Selling the product or not?


----------



## annapurna (Oct 11, 2011)

I would be wary of taking that much cascara sagrada.


----------



## aaron_thecure (Dec 21, 2011)

rhonalomey said:


> Selling the product or not?


Morning, No I'm not selling the product.. I'm not sure if you can buy it from other shops etc as it looks homemade. I bought it from a therapist in Bolton and the link was the first I found when I gogled the product.


----------



## aaron_thecure (Dec 21, 2011)

annapurna said:


> I would be wary of taking that much cascara sagrada.


Hi, I din't even know what that was until I wikipedia'd it!! haha!! http://en.wikipedia.org/wiki/Rhamnus_purshiana If Wiki is to be believed - the US health department declared it perfectly safe in 1975. The UK Department of Health also found no link to negative outcomes.. Personally for me and me alone I would take the risk with possible cancer (1 in 3 get it anyway) anyday against not being able to go the toilet!


----------



## RYANBOZ7 (Nov 4, 2009)

Damn it!
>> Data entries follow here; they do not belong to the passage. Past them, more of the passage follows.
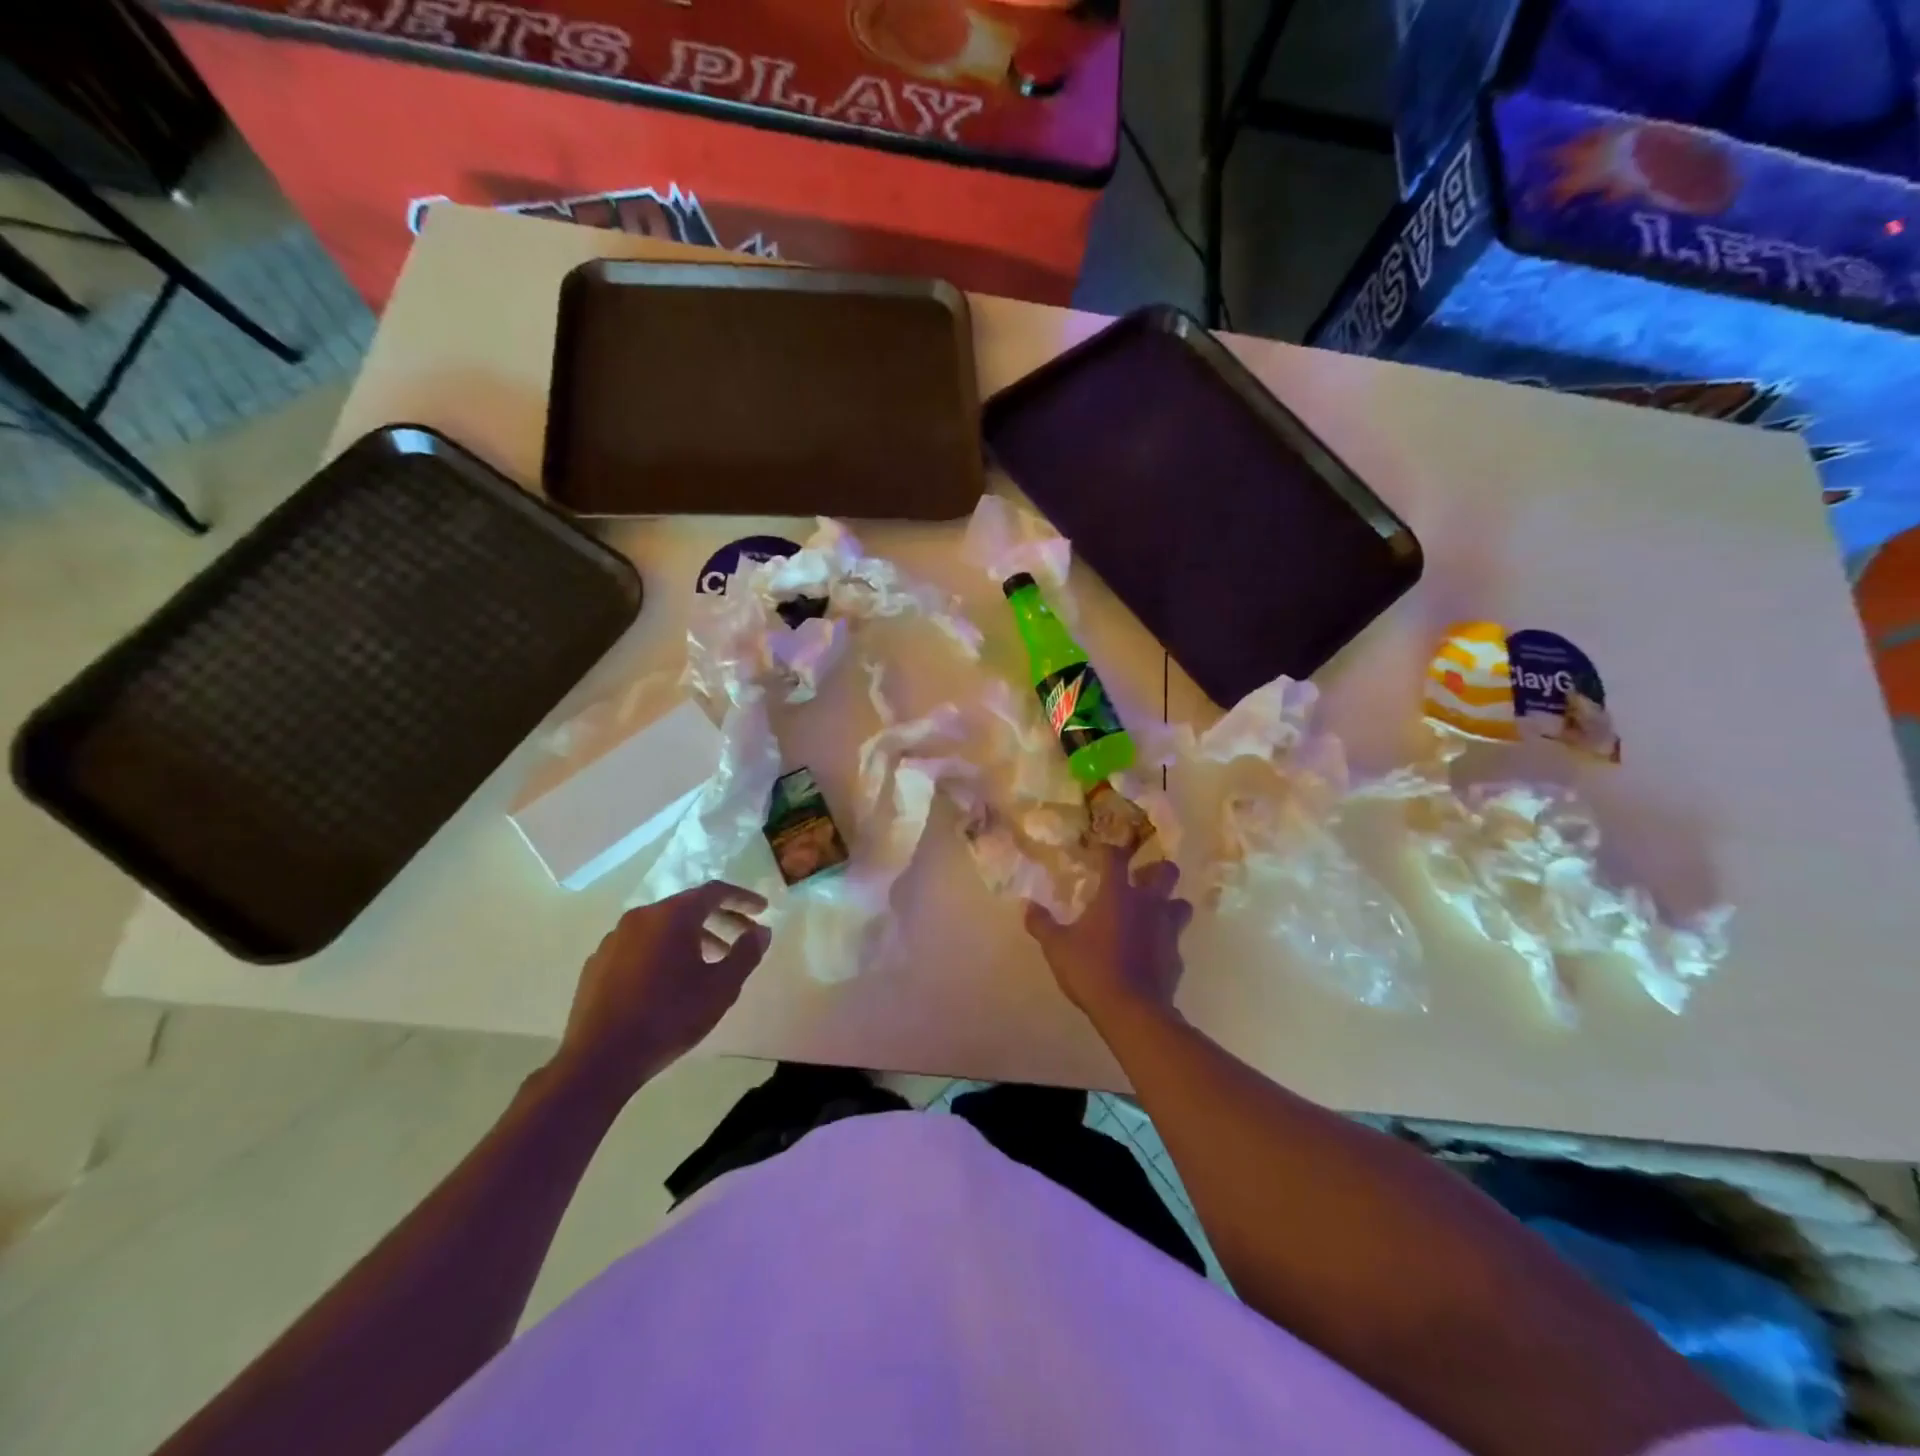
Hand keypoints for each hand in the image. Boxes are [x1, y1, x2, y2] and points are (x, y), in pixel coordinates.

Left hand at [554, 881, 771, 1100]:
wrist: (599, 1058)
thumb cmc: (669, 1017)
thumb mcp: (721, 988)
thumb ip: (746, 953)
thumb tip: (761, 931)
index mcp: (672, 915)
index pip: (715, 891)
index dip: (742, 898)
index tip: (762, 909)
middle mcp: (641, 917)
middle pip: (688, 906)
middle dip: (720, 918)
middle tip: (743, 936)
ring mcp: (615, 938)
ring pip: (663, 926)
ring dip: (693, 936)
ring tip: (712, 960)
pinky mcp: (598, 961)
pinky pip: (640, 944)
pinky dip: (664, 950)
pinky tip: (671, 979)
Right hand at [1025, 846, 1192, 1027]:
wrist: (1132, 1010)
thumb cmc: (1091, 970)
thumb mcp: (1057, 947)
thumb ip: (1041, 924)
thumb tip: (1027, 906)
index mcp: (1117, 894)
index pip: (1116, 857)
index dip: (1108, 851)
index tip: (1101, 852)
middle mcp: (1148, 904)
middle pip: (1166, 871)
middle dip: (1157, 869)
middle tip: (1141, 878)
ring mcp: (1167, 930)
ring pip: (1181, 904)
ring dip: (1170, 904)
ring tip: (1153, 914)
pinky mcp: (1176, 957)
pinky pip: (1175, 940)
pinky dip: (1165, 941)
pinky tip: (1152, 953)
I can't find anyone in the US who carries this and who will sell to US residents! I want to try this and if you have a website or link to a company in the US who sells it,please update! Thanks


----------



## annapurna (Oct 11, 2011)

aaron_thecure said:


> Hi, I din't even know what that was until I wikipedia'd it!! haha!! http://en.wikipedia.org/wiki/Rhamnus_purshiana If Wiki is to be believed - the US health department declared it perfectly safe in 1975. The UK Department of Health also found no link to negative outcomes.. Personally for me and me alone I would take the risk with possible cancer (1 in 3 get it anyway) anyday against not being able to go the toilet!


I don't think cascara sagrada it's unsafe for someone who is not pregnant. My concern is that I put it in the same category as senna leaf - it's a stimulant laxative that your body will grow dependant on in order to "go."


----------



## aaron_thecure (Dec 21, 2011)

RYANBOZ7 said:


> Damn it! I can't find anyone in the US who carries this and who will sell to US residents! I want to try this and if you have a website or link to a company in the US who sells it,please update! Thanks


Hi, Ryan. sorry for the late reply.Can you not order direct from the website?If not I dont mind ordering it for you here and sending it on to you. you can pay me back via paypal? It's all legal in the US I imagine as it's herbal. The bark 'casca sagrada' according to wkipedia is a North American plant haha!!Let me know if you want to do that. my currency APP works it out at $16.86. (I really hope a wave of americans dont ask for the same favour haha)


----------



## aaron_thecure (Dec 21, 2011)

Hi Guys, Happy New Year.An update on these tablets.. At Christmas I went to my mum's and left the tablets there!!!ARGH!! I had spent literally every penny I had on Christmas presents, so had not been able to buy more.I panicked as I felt like I just will not ever be able to go again without them. However, I've had pretty decent movements since. Some good days and some not so good. But definately better than before I started treatment.When I bought the tablets the therapist did say they work by relaxing the colon and helping it over time to function normally. It does appear it worked to an extent and I hadnt finished the tub.I'm ordering more today as I feel better knowing i have them.


----------



## Kathleen M. (Nov 16, 1999)

RYANBOZ7 said:


> Damn it! I can't find anyone in the US who carries this and who will sell to US residents! I want to try this and if you have a website or link to a company in the US who sells it,please update! Thanks


Here is a similar product, none of the ingredients are unusual so you should be able to find something like this at most health food stores or other herbal selling websites.http://www.naturesway.com/Products/Specialty-Products/920-Naturalax-2-with-Cascara-Sagrada.aspx is the link to show this isn't a unique product and this one has a lot of the same ingredients.


----------



## RYANBOZ7 (Nov 4, 2009)

Kathleen M. said:


> Here is a similar product, none of the ingredients are unusual so you should be able to find something like this at most health food stores or other herbal selling websites.http://www.naturesway.com/Products/Specialty-Products/920-Naturalax-2-with-Cascara-Sagrada.aspx is the link to show this isn't a unique product and this one has a lot of the same ingredients.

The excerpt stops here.